William Smith, The Hawk Eye, Burlington, Iowa –

NEW LONDON – The Burlington branch of the National Association for the Advancement of Colored People is asking for the resignation of newly elected New London Mayor Ron Sadler.

The request is a response to a December incident in which Sadler made a racial slur in a convenience store, referring to two black children as “coons.” News about the slur quickly spread after Lindsay Porter of New London wrote about it in a letter to the editor to the New London Journal. Porter has called for Sadler’s resignation several times since.

Fred Seay, president of the Burlington branch of the NAACP, said he was greatly disappointed by Sadler’s remark. Though the NAACP branch is based in Burlington, Seay said the organization represents all of southeast Iowa.
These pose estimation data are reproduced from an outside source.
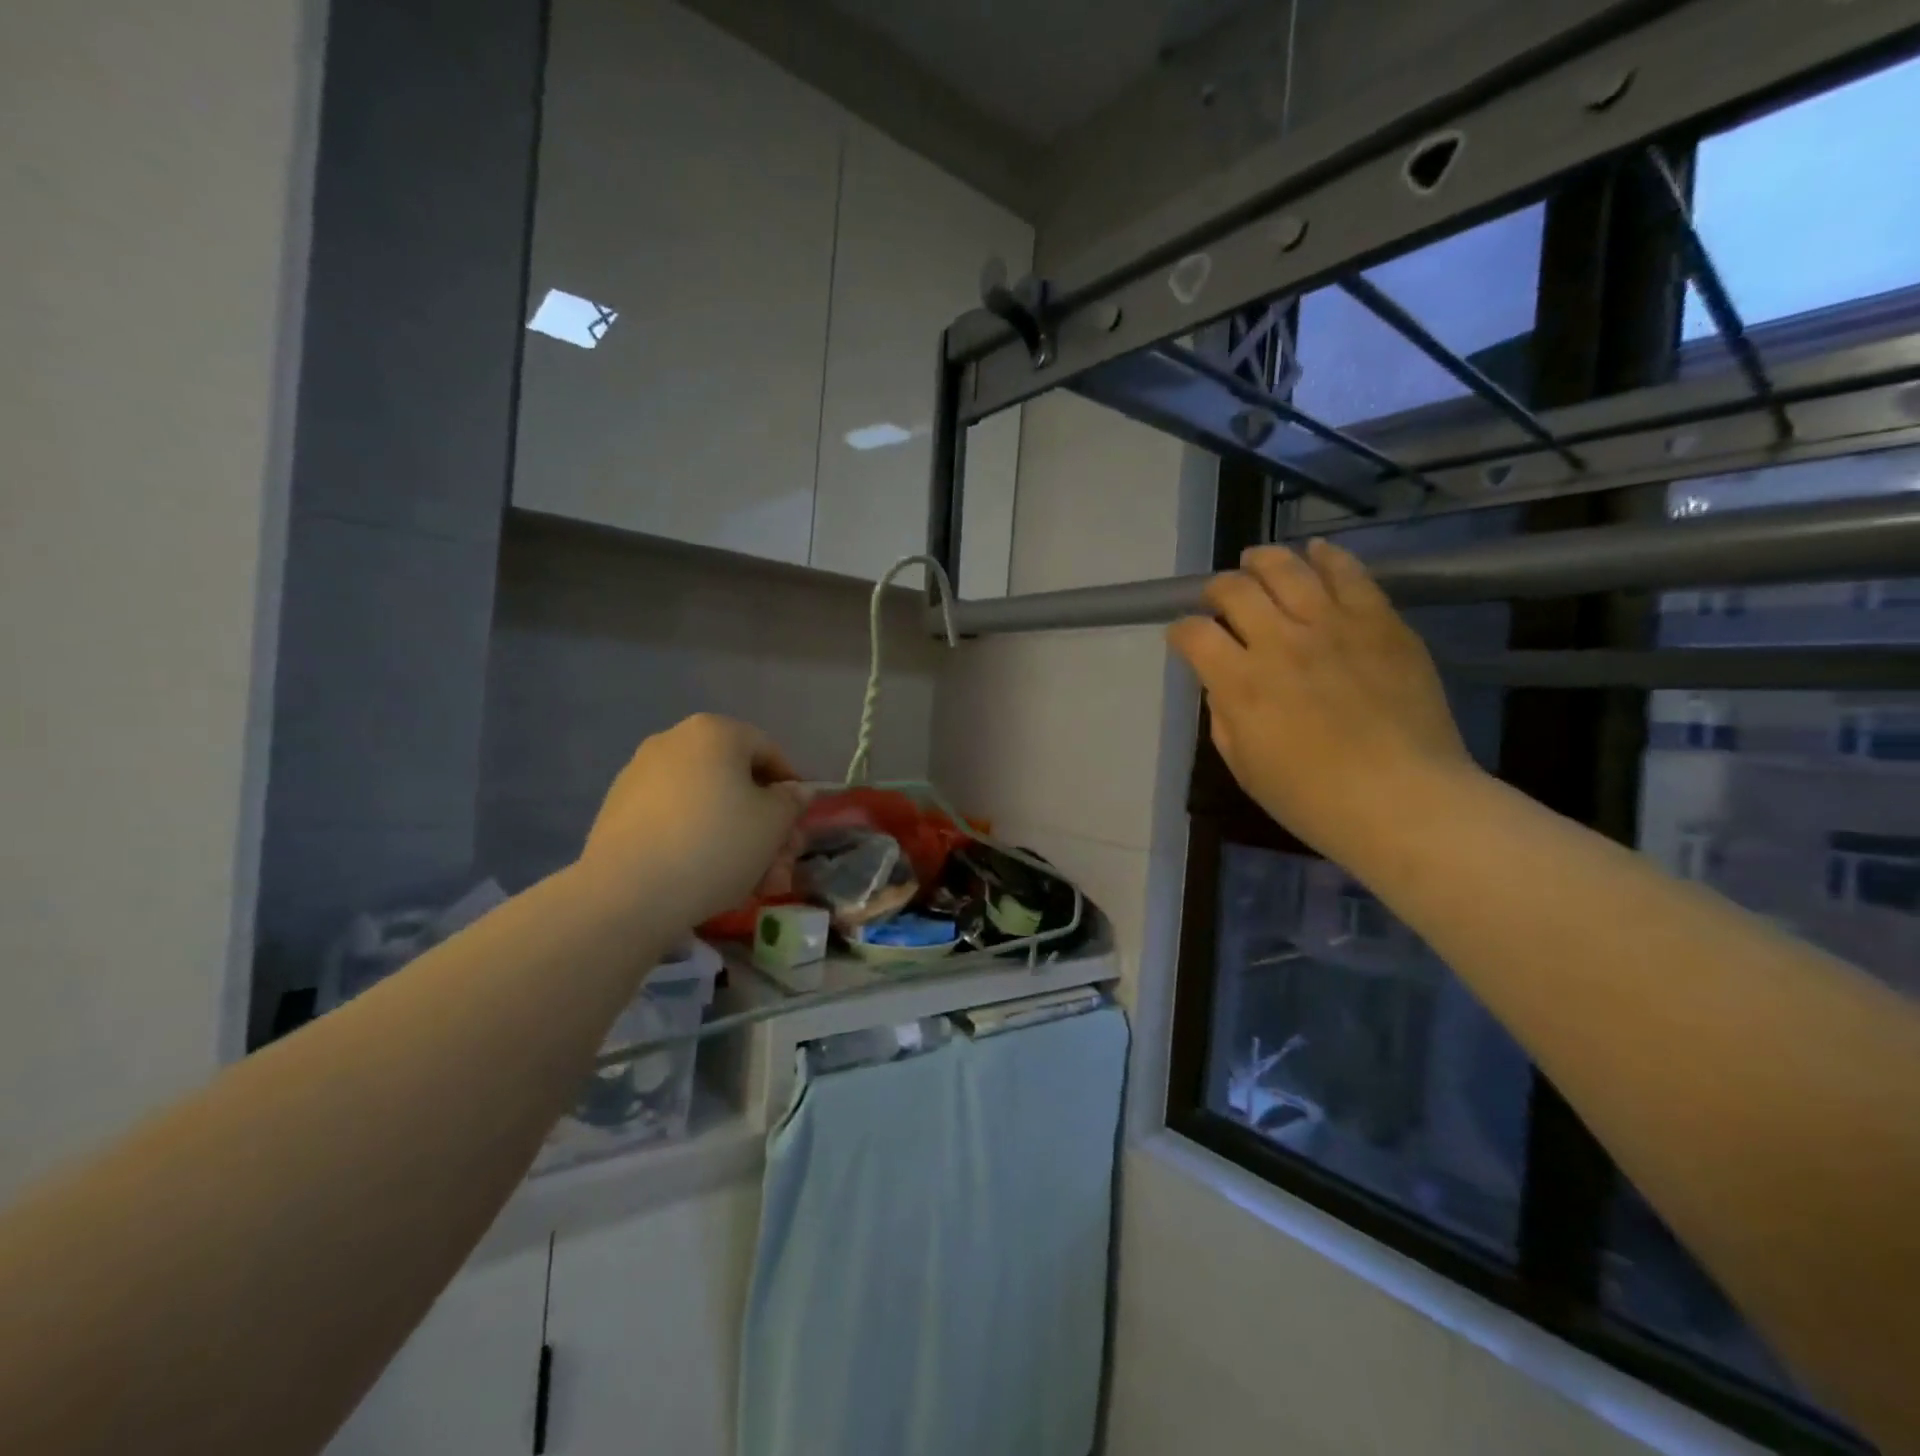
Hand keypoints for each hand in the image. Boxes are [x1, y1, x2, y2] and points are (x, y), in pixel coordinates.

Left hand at [579, 715, 807, 927]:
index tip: (798, 825)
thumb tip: (793, 791)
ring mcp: (640, 775)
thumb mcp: (773, 824)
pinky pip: (674, 820)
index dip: (791, 789)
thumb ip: (791, 802)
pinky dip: (696, 841)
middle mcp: (674, 741)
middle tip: (778, 864)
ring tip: (748, 883)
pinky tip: (708, 878)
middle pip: (736, 781)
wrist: (628, 892)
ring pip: (706, 804)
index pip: (769, 752)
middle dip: (763, 824)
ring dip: (734, 838)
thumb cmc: (716, 844)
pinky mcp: (617, 811)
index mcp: (715, 732)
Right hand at [1168, 540, 1477, 864]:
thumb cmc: (1313, 800)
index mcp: (1241, 683)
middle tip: (1219, 600)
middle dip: (1217, 590)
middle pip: (1234, 589)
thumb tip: (1224, 681)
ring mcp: (1334, 625)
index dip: (1181, 631)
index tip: (1185, 638)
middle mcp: (1280, 642)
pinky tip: (1315, 552)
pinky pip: (1349, 572)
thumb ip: (1224, 715)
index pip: (1193, 633)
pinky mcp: (1380, 621)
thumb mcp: (1244, 766)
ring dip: (1262, 561)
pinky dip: (1326, 556)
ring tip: (1256, 563)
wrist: (1405, 802)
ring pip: (1287, 567)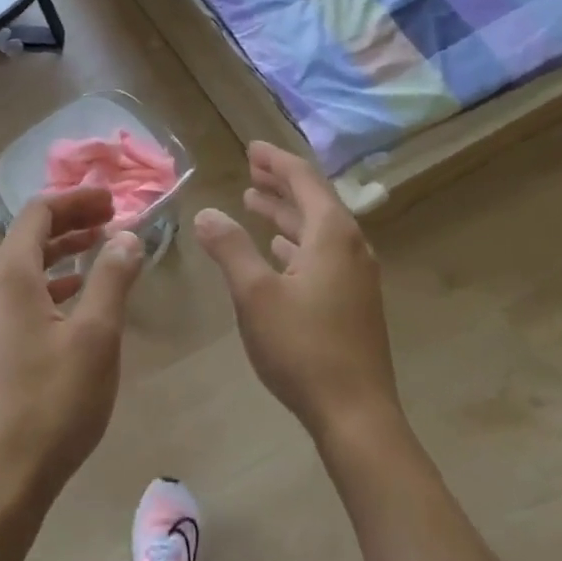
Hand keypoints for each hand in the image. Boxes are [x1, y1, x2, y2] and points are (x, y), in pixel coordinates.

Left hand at [0, 188, 143, 516]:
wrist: (2, 478)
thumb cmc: (52, 401)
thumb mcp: (96, 336)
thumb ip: (112, 279)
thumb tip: (127, 236)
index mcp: (11, 275)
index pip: (39, 212)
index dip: (76, 199)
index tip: (113, 200)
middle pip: (30, 235)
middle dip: (72, 221)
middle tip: (113, 219)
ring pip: (27, 266)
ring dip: (64, 251)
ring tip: (102, 249)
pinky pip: (24, 294)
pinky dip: (54, 283)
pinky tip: (79, 296)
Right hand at [194, 143, 398, 442]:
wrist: (355, 413)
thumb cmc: (302, 347)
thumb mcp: (255, 294)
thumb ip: (230, 248)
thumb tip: (206, 212)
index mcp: (332, 235)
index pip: (303, 180)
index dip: (275, 161)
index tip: (251, 148)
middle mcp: (350, 246)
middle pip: (314, 201)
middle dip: (280, 184)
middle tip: (250, 169)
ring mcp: (355, 276)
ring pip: (317, 229)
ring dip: (285, 213)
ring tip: (254, 202)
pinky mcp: (353, 301)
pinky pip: (321, 254)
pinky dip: (296, 243)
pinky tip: (278, 250)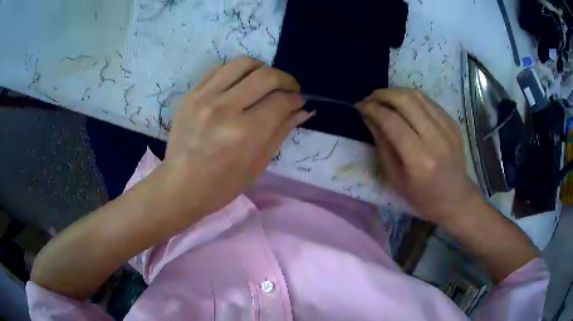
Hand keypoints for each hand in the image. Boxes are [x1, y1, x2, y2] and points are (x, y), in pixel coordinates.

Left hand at [162, 57, 310, 216]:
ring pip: (243, 63)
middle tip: (288, 89)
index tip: (298, 101)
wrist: (181, 185)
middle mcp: (224, 109)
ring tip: (265, 82)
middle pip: (266, 76)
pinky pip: (220, 68)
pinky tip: (241, 84)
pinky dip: (238, 72)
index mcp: (245, 133)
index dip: (296, 98)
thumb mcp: (258, 163)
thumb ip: (281, 131)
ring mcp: (203, 98)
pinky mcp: (190, 94)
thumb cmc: (223, 184)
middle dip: (285, 80)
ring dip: (262, 69)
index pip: (281, 101)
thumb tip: (302, 109)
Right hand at [359, 88, 478, 223]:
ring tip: (384, 98)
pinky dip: (412, 98)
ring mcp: (448, 129)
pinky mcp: (454, 124)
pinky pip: (429, 102)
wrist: (454, 197)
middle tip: (370, 98)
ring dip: (397, 92)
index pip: (392, 122)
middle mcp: (436, 139)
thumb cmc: (421, 195)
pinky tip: (404, 105)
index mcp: (419, 159)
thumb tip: (368, 116)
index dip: (373, 109)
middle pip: (406, 101)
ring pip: (418, 96)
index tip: (360, 106)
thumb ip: (381, 143)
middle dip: (383, 94)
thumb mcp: (394, 177)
“We would like to express our regret that a person of public office would use such degrading remarks toward small children and a minority population. Several of our members grew up in the South and the North, and stated that a remark like that was never acceptable to blacks at any time period. Mr. Sadler said the situation was blown out of proportion, but what was the reasoning in saying something like that?” Seay said in a statement originally intended as a letter to the editor for The Hawk Eye. “Racial slurs to describe others are disrespectful and show a disregard for what Dr. (Martin Luther) King stood for … that a person should be judged on their character and not the color of their skin.”
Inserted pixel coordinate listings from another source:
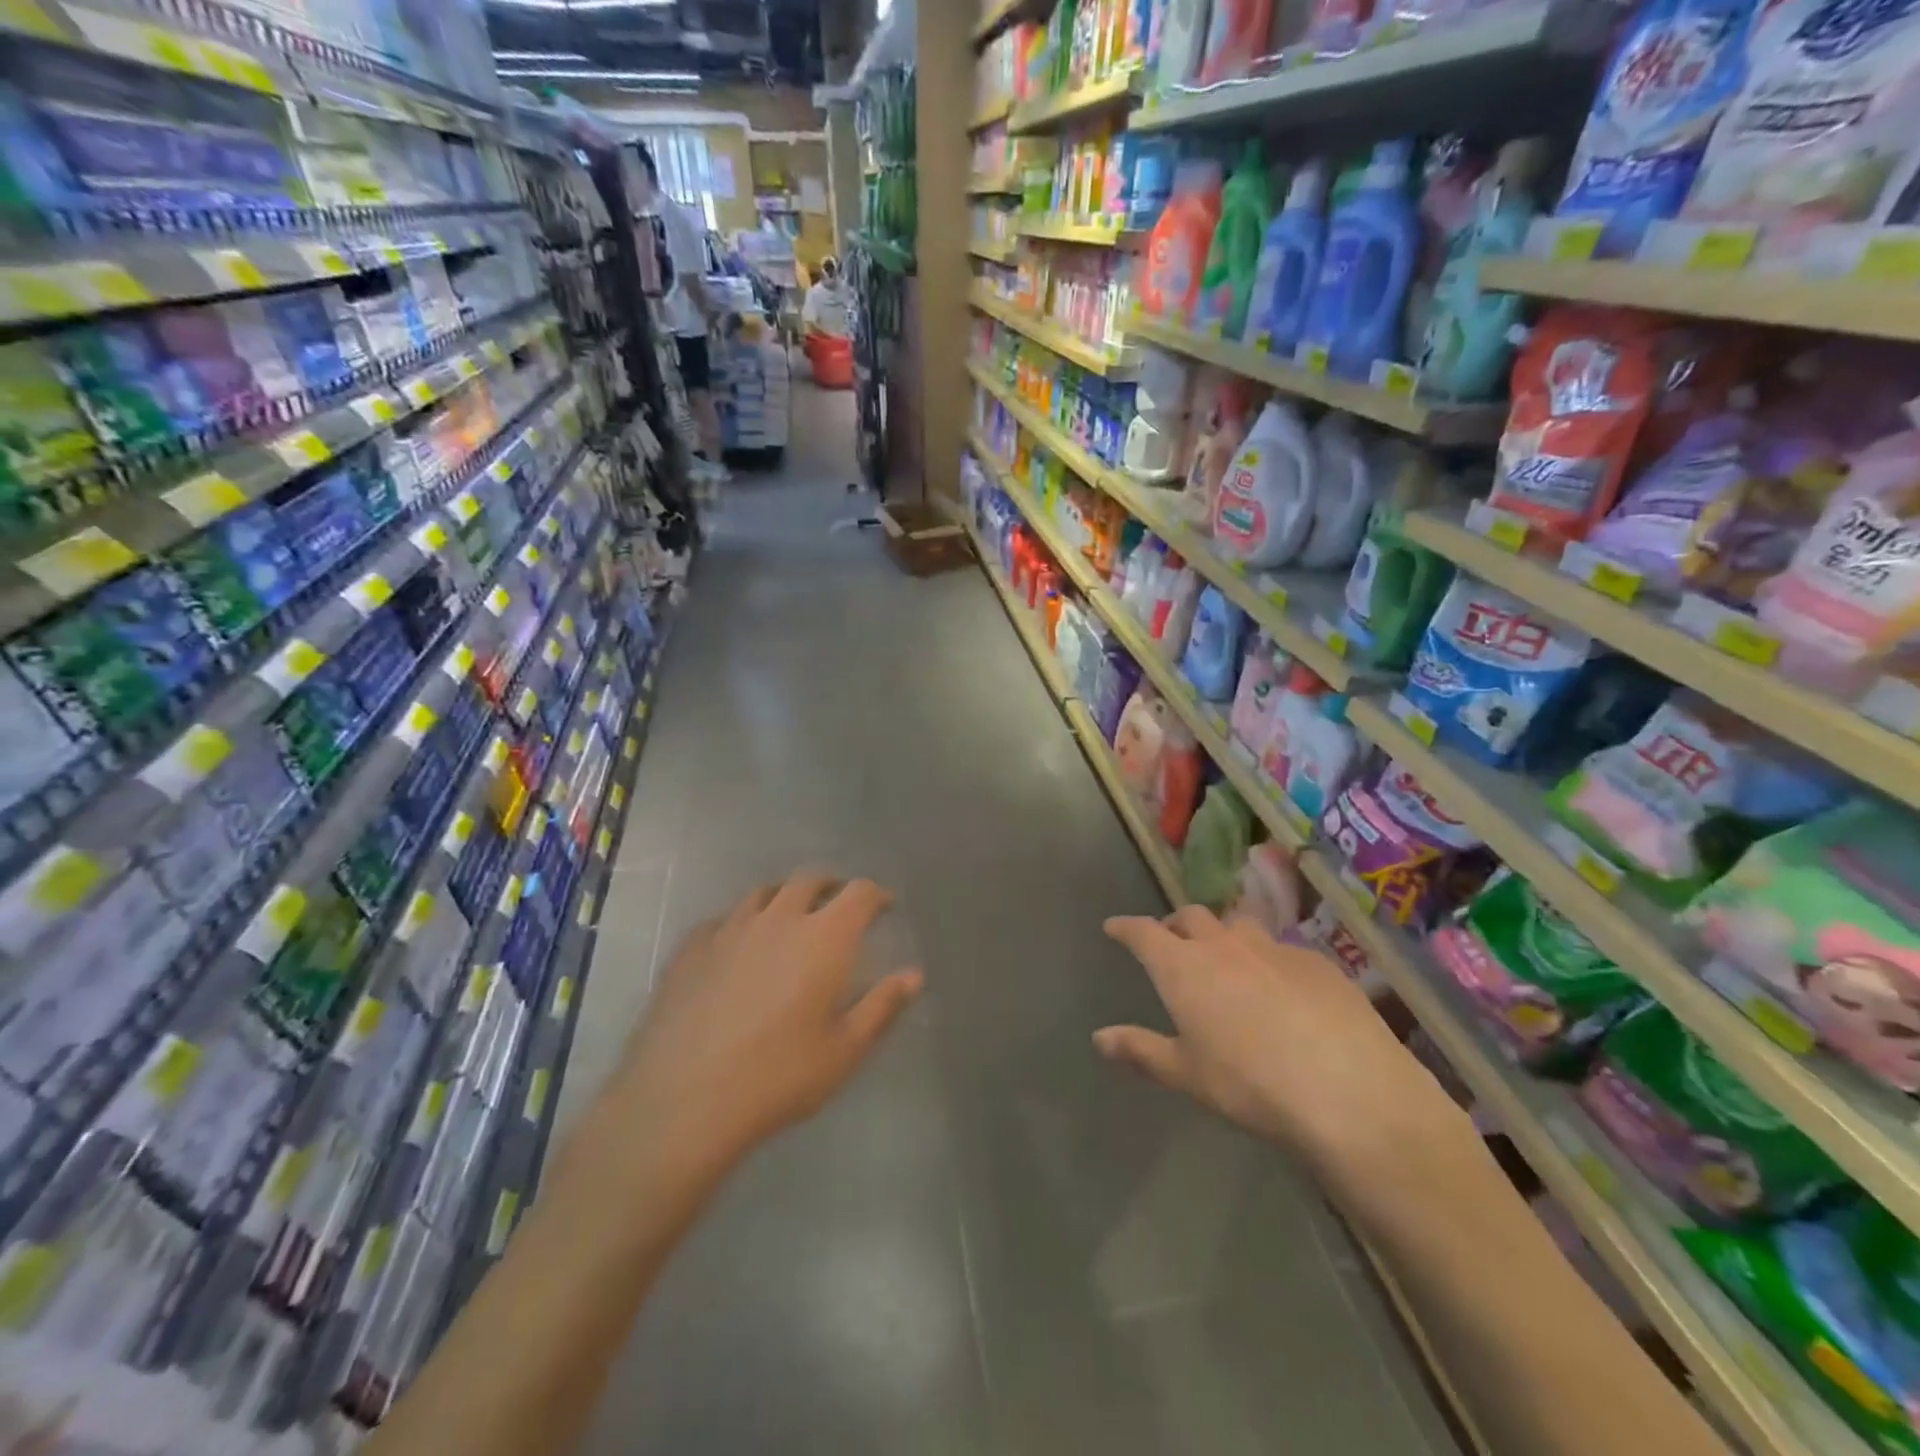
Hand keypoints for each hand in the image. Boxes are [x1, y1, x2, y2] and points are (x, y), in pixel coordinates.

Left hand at [595, 873, 923, 1181]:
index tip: (884, 907)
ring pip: (763, 892)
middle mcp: (779, 918)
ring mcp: (730, 929)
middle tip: (839, 907)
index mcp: (824, 937)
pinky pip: (723, 919)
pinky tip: (738, 946)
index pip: (858, 893)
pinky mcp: (691, 948)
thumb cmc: (779, 1076)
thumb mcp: (845, 1050)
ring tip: (790, 918)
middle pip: (809, 880)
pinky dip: (741, 922)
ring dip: (785, 897)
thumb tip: (914, 974)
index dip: (876, 895)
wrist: (683, 1101)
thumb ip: (883, 1006)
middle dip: (831, 887)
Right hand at [1096, 907, 1467, 1189]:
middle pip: (1191, 916)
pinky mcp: (1317, 962)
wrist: (1349, 1090)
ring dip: (1223, 934)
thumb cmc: (1250, 1084)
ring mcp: (1274, 947)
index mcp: (1183, 967)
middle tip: (1170, 941)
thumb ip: (1141, 1050)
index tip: (1114, 926)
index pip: (1143, 932)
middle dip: (1175, 925)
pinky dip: (1267, 960)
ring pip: (1238, 925)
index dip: (1125, 927)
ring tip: (1225, 958)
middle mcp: (1224, 944)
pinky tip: (1282, 990)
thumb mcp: (1187, 1074)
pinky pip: (1281, 949)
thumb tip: (1099, 1037)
During a phone interview, Seay took issue with a quote from Sadler in The Hawk Eye, where Sadler said the racial slur was acceptable while he served in the military.

“I grew up in Colored Town in Mount Pleasant, and I had a lot of black friends,” Sadler was quoted as saying. “I went to school with them and was in the service with them. Back then, that was what we said, and nobody got mad or upset.”

Seay, who served in the Air Force during the Vietnam War, said he became friends with people of several races while he served, and the term “coon” never was acceptable.

“I can’t think of any time when blacks would want to be called that name,” Seay said.

Sadler later apologized for the remark and faced more than 300 locals who showed up to the city council meeting earlier this month, many of them angry over his comment. Sadler then mistakenly said he had the full support of the New London City council, but two councilmen, Dan Berner and Mark Hempen, rebuked that claim, saying they do no support him.

Sadler refused to comment on the NAACP’s stance, other than to say he has no plans to step down as mayor.

NAACP secretary and Burlington resident Lyn Stinson, who grew up in Opelika, Ala., and moved to Burlington in the mid-1960s, also is hoping to see Sadler step down. Stinson was honored with the Martin Luther King Lifetime Achievement Award in 2008 and has seen racism first hand.

“It (‘coon’) is really the same as the ‘N word,'” she said. “It’s a word that is not used, and it’s not acceptable. Why would he have anything to say about kids?”

While Stinson is grateful for Sadler’s apology, she said it’s not enough. The damage already has been done, she said.

“He’s just coming in (as mayor), and already there’s a division (in the town),” she said.

While councilmen Greg Thu and Kirk Miller previously stated they did not want to comment on Sadler’s situation, Stinson said she is happy to see that not the entire council supports Sadler, which will make her feel more comfortable the next time she’s in New London.

“I would feel like this town (New London) would have negative feelings toward me if it weren’t for that,” Stinson said.

Council woman Alisha Hudnall said Sadler was grossly wrong when he used the racial slur but noted the council has no power to make him step down. She said the council will continue to take care of business, regardless of the mayor’s situation.

“I support New London,” she said.

The NAACP is one of several organizations hosting the 23rd annual Burlington-area Martin Luther King Jr. Service at 6 p.m. Monday at Memorial Auditorium.